**Work to be completed**:
Print the data below exactly, but only the lines from the one containing "c.fillText('PRIVACY & COOKIE" down to the one containing "c.fillText('Privacy Policy', 88, 1090);", inclusive.

##### Dataset records #####

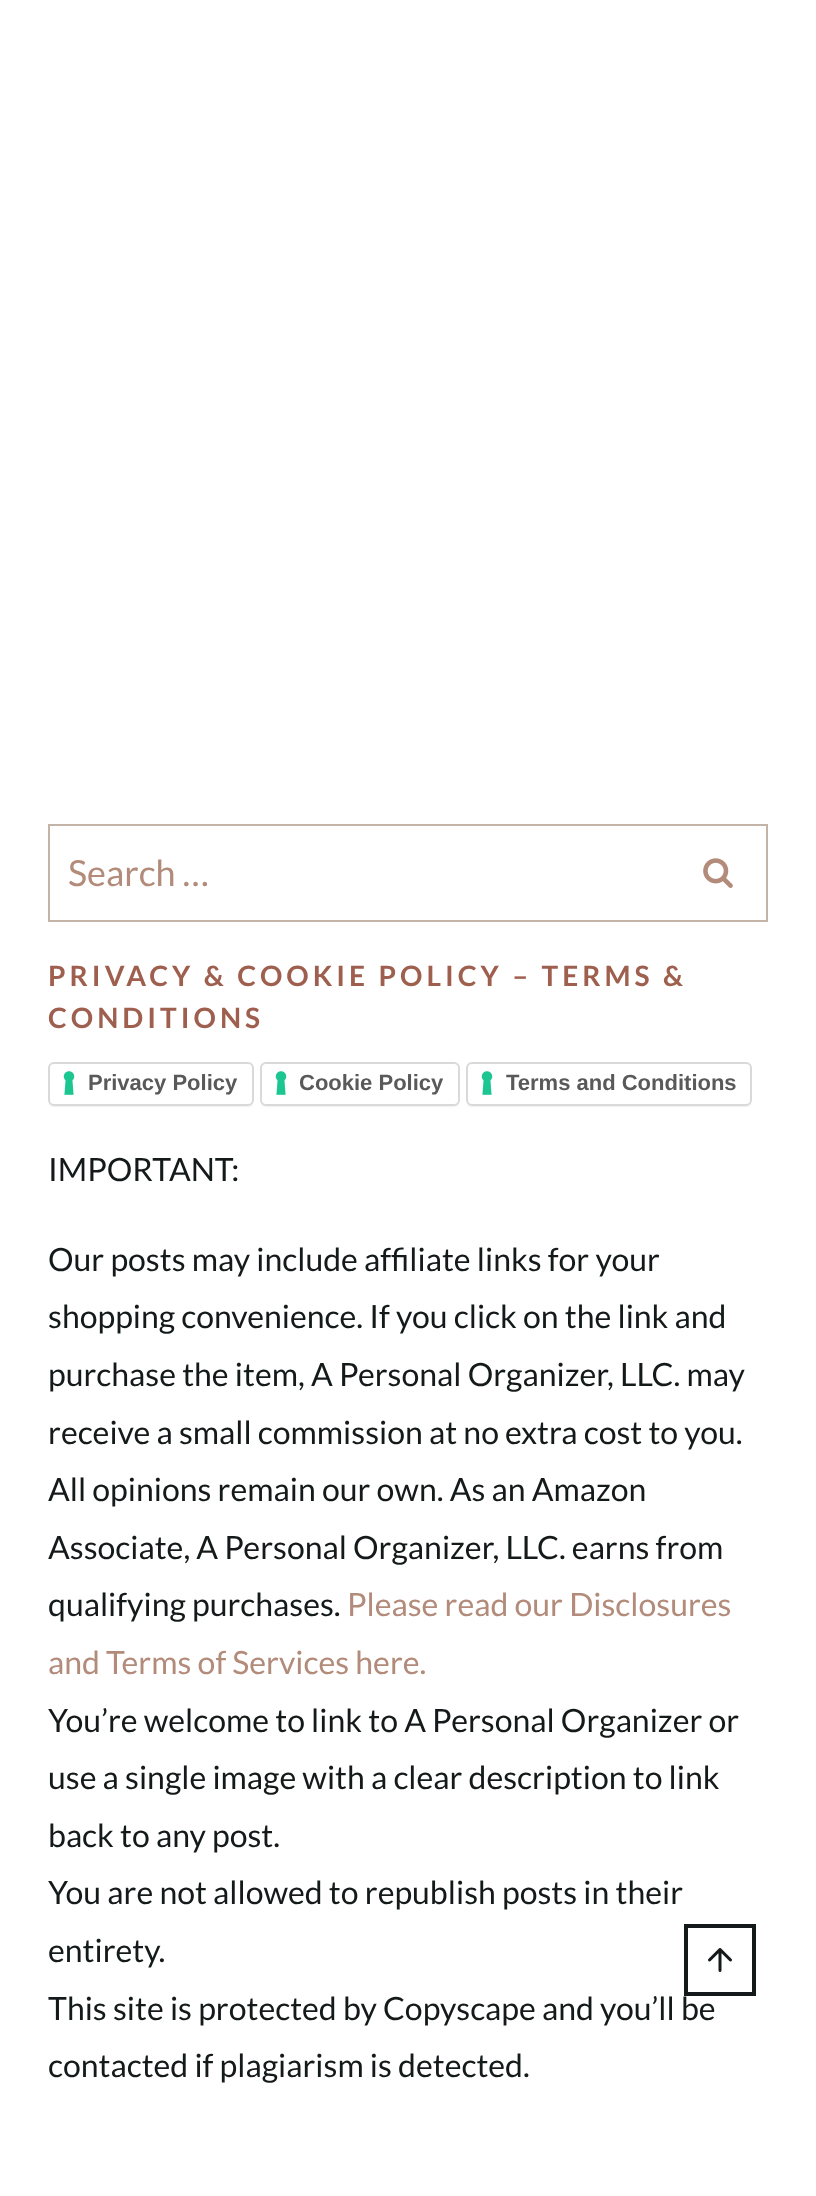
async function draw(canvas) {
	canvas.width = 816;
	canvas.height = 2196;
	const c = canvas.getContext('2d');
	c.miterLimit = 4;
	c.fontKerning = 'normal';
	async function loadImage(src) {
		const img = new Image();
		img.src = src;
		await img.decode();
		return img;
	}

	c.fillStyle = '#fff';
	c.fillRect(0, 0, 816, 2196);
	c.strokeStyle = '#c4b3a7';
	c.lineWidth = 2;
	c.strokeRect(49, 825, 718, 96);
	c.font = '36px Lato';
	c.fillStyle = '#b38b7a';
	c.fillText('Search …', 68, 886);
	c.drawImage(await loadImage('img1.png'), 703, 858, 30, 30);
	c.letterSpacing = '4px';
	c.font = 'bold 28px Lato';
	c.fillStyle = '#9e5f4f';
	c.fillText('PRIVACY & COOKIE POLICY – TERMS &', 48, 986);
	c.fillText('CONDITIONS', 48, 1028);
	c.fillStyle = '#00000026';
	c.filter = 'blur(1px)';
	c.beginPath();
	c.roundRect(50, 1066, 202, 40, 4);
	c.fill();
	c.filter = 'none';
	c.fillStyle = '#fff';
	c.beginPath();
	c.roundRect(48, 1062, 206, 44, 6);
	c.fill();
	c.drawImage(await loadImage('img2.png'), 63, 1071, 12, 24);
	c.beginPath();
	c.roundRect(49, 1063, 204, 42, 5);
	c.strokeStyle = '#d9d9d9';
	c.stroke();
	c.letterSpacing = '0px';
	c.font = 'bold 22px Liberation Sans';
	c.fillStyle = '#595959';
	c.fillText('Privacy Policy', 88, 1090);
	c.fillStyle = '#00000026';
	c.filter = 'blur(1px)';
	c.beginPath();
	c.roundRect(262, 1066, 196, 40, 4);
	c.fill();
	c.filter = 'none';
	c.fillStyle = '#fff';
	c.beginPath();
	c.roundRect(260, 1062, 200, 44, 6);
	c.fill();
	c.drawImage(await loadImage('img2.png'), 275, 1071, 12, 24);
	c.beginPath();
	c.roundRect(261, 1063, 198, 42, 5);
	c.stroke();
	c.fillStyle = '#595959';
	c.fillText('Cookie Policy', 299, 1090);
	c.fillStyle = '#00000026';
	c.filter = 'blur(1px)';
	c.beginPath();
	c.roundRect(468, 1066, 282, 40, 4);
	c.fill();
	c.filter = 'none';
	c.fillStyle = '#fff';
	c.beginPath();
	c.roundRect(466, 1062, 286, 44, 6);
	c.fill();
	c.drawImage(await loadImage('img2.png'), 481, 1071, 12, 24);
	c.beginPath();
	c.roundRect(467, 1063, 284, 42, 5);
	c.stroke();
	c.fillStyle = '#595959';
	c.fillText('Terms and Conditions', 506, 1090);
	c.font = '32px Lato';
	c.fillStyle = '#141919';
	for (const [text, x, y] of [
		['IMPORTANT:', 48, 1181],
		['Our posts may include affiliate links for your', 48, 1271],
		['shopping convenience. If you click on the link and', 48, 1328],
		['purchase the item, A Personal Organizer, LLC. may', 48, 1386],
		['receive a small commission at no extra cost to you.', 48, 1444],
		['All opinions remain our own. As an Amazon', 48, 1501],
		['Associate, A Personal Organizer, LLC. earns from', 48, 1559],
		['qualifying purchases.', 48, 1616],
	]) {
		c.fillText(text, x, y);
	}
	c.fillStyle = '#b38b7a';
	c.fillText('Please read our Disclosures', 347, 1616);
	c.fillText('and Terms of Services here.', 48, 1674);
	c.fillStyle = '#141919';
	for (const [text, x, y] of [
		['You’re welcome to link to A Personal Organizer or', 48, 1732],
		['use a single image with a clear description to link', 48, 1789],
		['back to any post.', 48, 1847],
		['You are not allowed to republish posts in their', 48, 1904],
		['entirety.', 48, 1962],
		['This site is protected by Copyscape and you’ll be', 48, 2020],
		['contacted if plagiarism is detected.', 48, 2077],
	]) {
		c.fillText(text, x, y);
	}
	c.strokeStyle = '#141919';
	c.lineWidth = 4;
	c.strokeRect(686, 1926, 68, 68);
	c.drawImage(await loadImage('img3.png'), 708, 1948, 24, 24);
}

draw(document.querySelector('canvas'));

#####

**Answer to this task**:
	c.fillText('PRIVACY & COOKIE POLICY – TERMS &', 48, 986);
	c.fillText('CONDITIONS', 48, 1028);
	c.fillStyle = '#00000026';
	c.filter = 'blur(1px)';
	c.beginPath();
	c.roundRect(50, 1066, 202, 40, 4);
	c.fill();
	c.filter = 'none';
	c.fillStyle = '#fff';
	c.beginPath();
	c.roundRect(48, 1062, 206, 44, 6);
	c.fill();
	c.drawImage(await loadImage('img2.png'), 63, 1071, 12, 24);
	c.beginPath();
	c.roundRect(49, 1063, 204, 42, 5);
	c.strokeStyle = '#d9d9d9';
	c.stroke();
	c.letterSpacing = '0px';
	c.font = 'bold 22px Liberation Sans';
	c.fillStyle = '#595959';
	c.fillText('Privacy Policy', 88, 1090);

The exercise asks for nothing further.